### [REQUIRED ACTION]
Each record below must come back exactly as written; its pictures must not.

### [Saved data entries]
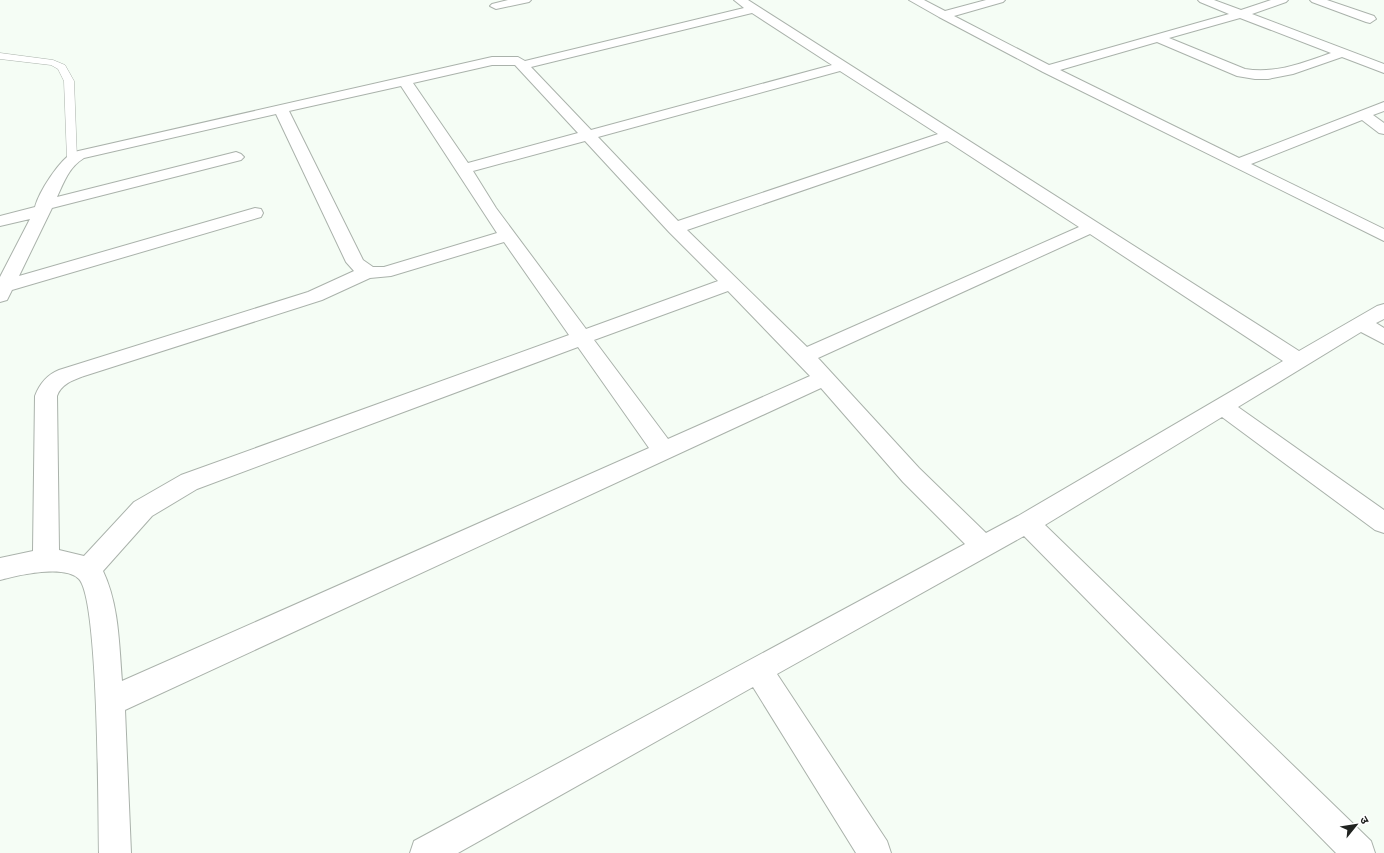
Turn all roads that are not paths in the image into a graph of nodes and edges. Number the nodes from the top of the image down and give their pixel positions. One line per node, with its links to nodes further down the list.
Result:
1 (525, 0): 8 (street)
2 (740, 0): 9 (street)
3 (915, 0): 11 (street)
4 (999, 0): 11 (street)
5 (1204, 0): 10 (street)
6 (1282, 0): 10 (street)
7 (1316, 0): 12 (street)
8 (496, 6)
9 (754, 9): 16 (street); 17 (street)
10 (1241, 14): 13 (street); 14 (street)
11 (943, 15): 18 (street)
12 (1370, 19)
13 (1158, 38): 14 (street); 18 (street)
14 (1343, 53): 19 (street)
15 (0, 56): 28 (lane)
16 (523, 64): 20 (street); 25 (street)
17 (843, 66): 25 (street); 26 (street)
18 (1048, 69): 29 (street)
19 (1384, 69)
20 (404, 80): 22 (street); 30 (street)
21 (1384, 106): 23 (street)
22 (281, 109): 28 (street); 38 (street)
23 (1364, 114): 24 (street); 29 (street)
24 (1384, 130)
25 (585, 135): 30 (street); 35 (street)
26 (950, 135): 34 (street); 35 (street)
27 (236, 157): 31 (street)
28 (72, 159): 31 (street)
29 (1239, 163): 37 (street)
30 (464, 169): 36 (street)
31 (42, 208): 33 (street); 40 (street)
32 (255, 213): 40 (street)
33 (0, 221)
34 (1092, 227): 45 (street); 46 (street)
35 (675, 228): 39 (street)
36 (507, 236): 38 (street); 44 (street)
37 (1384, 236)
38 (367, 272): 53 (street)
39 (731, 283): 44 (street); 45 (street)
40 (2, 291)
41 (1384, 310): 42 (street)
42 (1362, 324): 43 (street); 46 (street)
43 (1384, 337)
44 (581, 338): 49 (street); 55 (street)
45 (804, 356): 47 (street)
46 (1299, 361): 48 (street)
47 (825, 378): 49 (street); 52 (street)
48 (1223, 407): 50 (street); 51 (street)
49 (664, 451): 57 (street)
50 (1384, 523)
51 (1027, 524): 52 (street); 61 (street)
52 (984, 546): 56 (street)
53 (46, 560): 54 (street); 55 (street)
54 (0, 569)
55 (88, 570): 57 (street)
56 (758, 670): 59 (street); 60 (street)
57 (111, 701): 58 (street)
58 (115, 853)
59 (426, 853)
60 (875, 853)
61 (1359, 853)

### [ANSWER TO THE EXERCISE]
Turn all roads that are not paths in the image into a graph of nodes and edges. Number the nodes from the top of the image down and give their pixel positions. One line per node, with its links to nodes further down the list.
Result:
1 (525, 0): 8 (street)
2 (740, 0): 9 (street)
3 (915, 0): 11 (street)
4 (999, 0): 11 (street)
5 (1204, 0): 10 (street)
6 (1282, 0): 10 (street)
7 (1316, 0): 12 (street)
8 (496, 6)
9 (754, 9): 16 (street); 17 (street)
10 (1241, 14): 13 (street); 14 (street)
11 (943, 15): 18 (street)
12 (1370, 19)
13 (1158, 38): 14 (street); 18 (street)
14 (1343, 53): 19 (street)
15 (0, 56): 28 (lane)
16 (523, 64): 20 (street); 25 (street)
17 (843, 66): 25 (street); 26 (street)
18 (1048, 69): 29 (street)
19 (1384, 69)
20 (404, 80): 22 (street); 30 (street)
21 (1384, 106): 23 (street)
22 (281, 109): 28 (street); 38 (street)
23 (1364, 114): 24 (street); 29 (street)
24 (1384, 130)
25 (585, 135): 30 (street); 35 (street)
26 (950, 135): 34 (street); 35 (street)
27 (236, 157): 31 (street)
28 (72, 159): 31 (street)
29 (1239, 163): 37 (street)
30 (464, 169): 36 (street)
31 (42, 208): 33 (street); 40 (street)
32 (255, 213): 40 (street)
33 (0, 221)
34 (1092, 227): 45 (street); 46 (street)
35 (675, 228): 39 (street)
36 (507, 236): 38 (street); 44 (street)
37 (1384, 236)
38 (367, 272): 53 (street)
39 (731, 283): 44 (street); 45 (street)
40 (2, 291)
41 (1384, 310): 42 (street)
42 (1362, 324): 43 (street); 46 (street)
43 (1384, 337)
44 (581, 338): 49 (street); 55 (street)
45 (804, 356): 47 (street)
46 (1299, 361): 48 (street)
47 (825, 378): 49 (street); 52 (street)
48 (1223, 407): 50 (street); 51 (street)
49 (664, 451): 57 (street)
50 (1384, 523)
51 (1027, 524): 52 (street); 61 (street)
52 (984, 546): 56 (street)
53 (46, 560): 54 (street); 55 (street)
54 (0, 569)
55 (88, 570): 57 (street)
56 (758, 670): 59 (street); 60 (street)
57 (111, 701): 58 (street)
58 (115, 853)
59 (426, 853)
60 (875, 853)
61 (1359, 853)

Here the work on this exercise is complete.